* _What needs to be done_:
If a line of the data below holds the word "down", list it.

* _Exercise materials_:
........
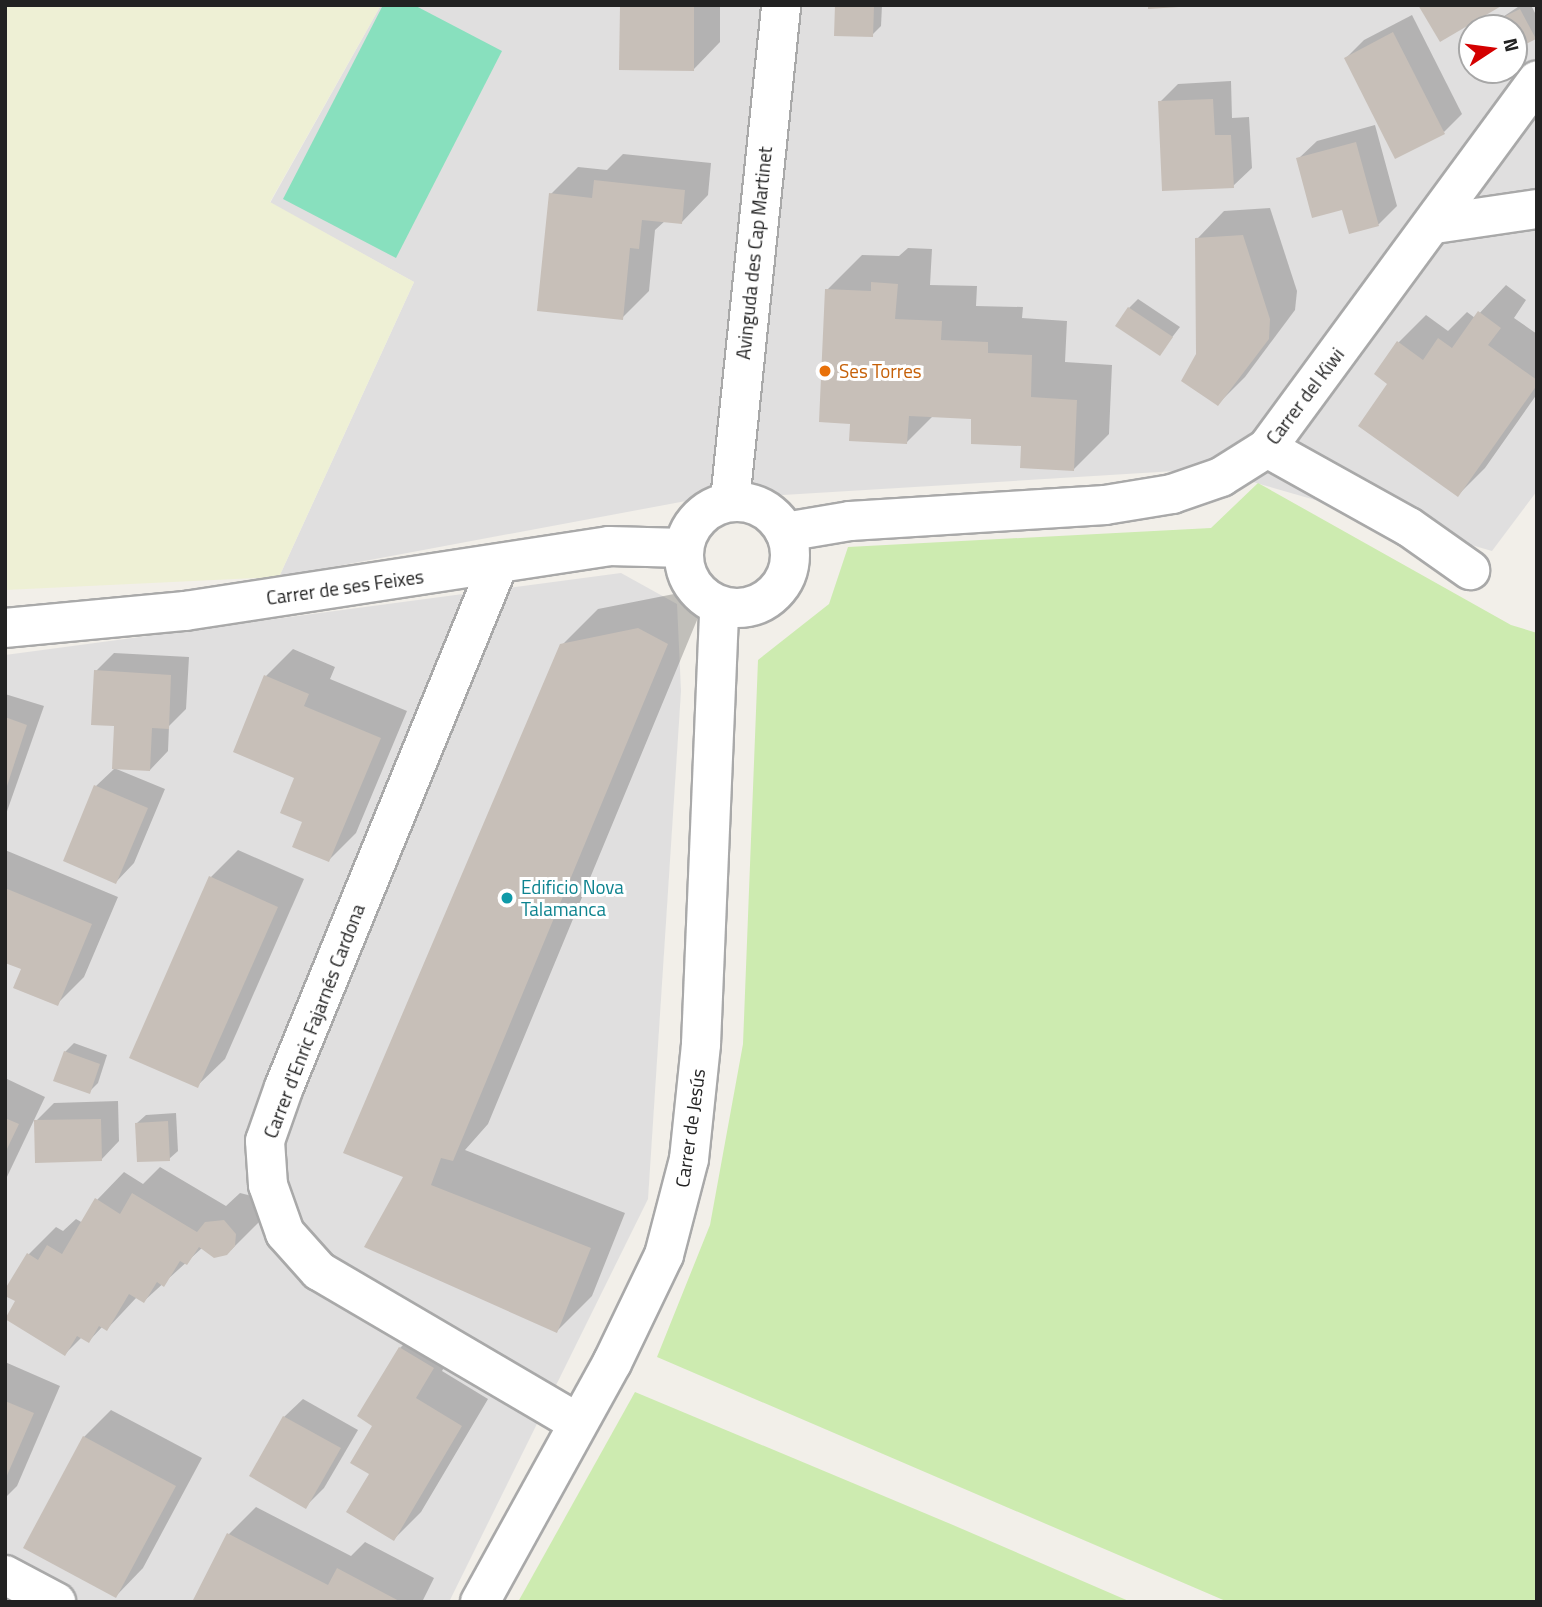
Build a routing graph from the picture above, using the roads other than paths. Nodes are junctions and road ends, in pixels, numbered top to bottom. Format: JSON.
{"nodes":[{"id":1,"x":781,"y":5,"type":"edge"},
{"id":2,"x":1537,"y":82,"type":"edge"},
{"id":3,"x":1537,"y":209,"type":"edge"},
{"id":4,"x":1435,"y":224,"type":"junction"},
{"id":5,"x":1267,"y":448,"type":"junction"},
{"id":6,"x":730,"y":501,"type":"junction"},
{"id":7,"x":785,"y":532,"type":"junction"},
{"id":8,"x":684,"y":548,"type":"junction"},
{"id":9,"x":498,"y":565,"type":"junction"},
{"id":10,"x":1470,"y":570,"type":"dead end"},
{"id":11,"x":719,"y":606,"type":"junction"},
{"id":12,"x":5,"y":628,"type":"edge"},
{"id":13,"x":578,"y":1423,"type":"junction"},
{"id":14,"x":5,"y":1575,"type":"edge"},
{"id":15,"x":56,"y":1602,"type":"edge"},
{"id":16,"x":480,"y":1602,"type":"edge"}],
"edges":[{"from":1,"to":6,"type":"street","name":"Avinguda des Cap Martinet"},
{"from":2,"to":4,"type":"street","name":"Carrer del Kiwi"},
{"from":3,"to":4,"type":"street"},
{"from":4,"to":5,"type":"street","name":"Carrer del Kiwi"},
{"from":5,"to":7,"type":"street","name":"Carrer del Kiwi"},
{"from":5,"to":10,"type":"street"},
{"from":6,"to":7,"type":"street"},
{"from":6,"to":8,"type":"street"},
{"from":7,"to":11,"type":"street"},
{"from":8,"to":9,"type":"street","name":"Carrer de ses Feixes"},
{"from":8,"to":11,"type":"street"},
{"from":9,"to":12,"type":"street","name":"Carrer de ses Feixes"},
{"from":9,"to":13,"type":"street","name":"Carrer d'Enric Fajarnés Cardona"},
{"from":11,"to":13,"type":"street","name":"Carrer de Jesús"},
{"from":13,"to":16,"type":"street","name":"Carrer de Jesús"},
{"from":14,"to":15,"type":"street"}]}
........
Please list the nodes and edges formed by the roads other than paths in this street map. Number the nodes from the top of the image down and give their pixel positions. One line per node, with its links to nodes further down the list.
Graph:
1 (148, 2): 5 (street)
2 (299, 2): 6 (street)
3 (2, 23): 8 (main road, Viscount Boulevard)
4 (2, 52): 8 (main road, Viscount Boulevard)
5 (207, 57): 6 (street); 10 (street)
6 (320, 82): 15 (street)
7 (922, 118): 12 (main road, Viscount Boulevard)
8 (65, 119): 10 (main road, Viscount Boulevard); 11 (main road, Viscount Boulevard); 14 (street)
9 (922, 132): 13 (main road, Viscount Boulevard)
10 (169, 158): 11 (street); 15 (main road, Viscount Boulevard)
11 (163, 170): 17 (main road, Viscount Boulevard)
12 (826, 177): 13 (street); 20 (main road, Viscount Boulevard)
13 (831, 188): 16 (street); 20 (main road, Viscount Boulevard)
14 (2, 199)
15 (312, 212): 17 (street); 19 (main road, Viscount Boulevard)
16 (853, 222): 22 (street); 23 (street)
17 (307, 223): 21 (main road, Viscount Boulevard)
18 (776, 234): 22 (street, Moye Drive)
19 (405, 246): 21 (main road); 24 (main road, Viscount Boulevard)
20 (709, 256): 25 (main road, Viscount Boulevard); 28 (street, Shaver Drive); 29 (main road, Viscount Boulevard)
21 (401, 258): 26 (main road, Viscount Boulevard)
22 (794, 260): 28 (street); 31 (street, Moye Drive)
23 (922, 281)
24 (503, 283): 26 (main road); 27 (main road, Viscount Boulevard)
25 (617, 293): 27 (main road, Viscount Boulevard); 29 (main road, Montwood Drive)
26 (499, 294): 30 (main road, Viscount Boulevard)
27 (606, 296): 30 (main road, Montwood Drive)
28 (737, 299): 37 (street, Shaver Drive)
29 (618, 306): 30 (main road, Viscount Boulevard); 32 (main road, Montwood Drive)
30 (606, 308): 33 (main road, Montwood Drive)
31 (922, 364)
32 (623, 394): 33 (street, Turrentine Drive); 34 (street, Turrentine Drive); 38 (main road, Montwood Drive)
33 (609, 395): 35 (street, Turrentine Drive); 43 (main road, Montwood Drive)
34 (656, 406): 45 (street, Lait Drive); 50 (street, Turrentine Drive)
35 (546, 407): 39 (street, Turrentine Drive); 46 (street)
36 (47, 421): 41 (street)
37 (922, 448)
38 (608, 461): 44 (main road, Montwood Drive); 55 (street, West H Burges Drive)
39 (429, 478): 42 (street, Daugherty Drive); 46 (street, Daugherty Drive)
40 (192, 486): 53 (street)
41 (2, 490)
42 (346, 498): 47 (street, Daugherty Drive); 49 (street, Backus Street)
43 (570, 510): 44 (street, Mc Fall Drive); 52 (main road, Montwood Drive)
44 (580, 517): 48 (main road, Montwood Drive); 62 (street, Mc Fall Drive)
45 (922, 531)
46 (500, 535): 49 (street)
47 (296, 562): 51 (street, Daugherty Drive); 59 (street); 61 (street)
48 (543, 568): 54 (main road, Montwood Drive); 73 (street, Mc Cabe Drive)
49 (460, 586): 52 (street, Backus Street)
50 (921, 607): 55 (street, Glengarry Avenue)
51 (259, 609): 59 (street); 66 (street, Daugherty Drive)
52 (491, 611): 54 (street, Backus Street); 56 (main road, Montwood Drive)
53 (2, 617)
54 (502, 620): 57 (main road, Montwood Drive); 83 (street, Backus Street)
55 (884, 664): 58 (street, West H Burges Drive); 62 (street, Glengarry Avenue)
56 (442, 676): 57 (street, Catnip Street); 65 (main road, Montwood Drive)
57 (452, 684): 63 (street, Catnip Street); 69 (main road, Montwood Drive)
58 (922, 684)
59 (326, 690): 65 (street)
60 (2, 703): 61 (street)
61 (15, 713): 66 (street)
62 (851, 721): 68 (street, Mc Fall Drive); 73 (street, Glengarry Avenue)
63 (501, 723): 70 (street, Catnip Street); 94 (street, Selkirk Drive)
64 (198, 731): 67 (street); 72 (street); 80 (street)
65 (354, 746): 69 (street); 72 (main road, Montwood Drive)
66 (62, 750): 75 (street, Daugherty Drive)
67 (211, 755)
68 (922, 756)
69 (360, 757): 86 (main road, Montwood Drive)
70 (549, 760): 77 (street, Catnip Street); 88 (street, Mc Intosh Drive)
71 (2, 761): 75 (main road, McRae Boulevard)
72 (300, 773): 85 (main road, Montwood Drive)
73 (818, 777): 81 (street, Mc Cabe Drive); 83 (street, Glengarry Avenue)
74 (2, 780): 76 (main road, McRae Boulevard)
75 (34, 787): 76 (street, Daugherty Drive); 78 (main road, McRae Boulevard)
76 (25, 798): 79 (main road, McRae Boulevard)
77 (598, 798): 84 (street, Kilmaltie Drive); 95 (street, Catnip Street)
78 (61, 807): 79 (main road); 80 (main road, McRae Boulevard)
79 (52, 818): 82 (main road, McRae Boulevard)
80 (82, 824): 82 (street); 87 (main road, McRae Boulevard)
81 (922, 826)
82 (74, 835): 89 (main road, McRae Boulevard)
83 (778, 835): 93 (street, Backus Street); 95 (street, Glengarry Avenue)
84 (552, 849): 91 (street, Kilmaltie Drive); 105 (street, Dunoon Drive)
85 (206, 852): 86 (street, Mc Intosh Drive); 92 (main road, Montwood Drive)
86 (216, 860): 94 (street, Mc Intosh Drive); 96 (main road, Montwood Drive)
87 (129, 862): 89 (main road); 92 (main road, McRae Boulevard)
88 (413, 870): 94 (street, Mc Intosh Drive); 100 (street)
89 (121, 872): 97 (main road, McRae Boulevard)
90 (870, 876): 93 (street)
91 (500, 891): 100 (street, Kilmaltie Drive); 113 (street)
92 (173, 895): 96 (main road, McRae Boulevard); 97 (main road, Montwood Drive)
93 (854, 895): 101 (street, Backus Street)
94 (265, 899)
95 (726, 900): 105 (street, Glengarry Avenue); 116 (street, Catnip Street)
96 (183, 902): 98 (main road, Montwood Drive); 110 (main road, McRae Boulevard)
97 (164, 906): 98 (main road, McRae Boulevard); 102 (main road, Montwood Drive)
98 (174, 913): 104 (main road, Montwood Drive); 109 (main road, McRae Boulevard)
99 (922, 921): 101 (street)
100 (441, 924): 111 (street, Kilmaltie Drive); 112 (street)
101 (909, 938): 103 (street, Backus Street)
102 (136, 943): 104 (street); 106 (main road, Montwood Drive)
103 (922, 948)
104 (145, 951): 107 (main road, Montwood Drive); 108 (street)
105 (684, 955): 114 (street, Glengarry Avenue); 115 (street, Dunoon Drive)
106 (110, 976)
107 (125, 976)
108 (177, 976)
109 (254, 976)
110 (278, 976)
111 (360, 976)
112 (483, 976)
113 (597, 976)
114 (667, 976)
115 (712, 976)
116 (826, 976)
........
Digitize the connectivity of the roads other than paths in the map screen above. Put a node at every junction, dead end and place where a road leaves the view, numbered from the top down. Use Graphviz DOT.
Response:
........
* _Expected answer_:
Please list the nodes and edges formed by the roads other than paths in this street map. Number the nodes from the top of the image down and give their pixel positions. One line per node, with its links to nodes further down the list.
Digitize the connectivity of the roads other than paths in the map screen above. Put a node at every junction, dead end and place where a road leaves the view, numbered from the top down. Use Graphviz DOT.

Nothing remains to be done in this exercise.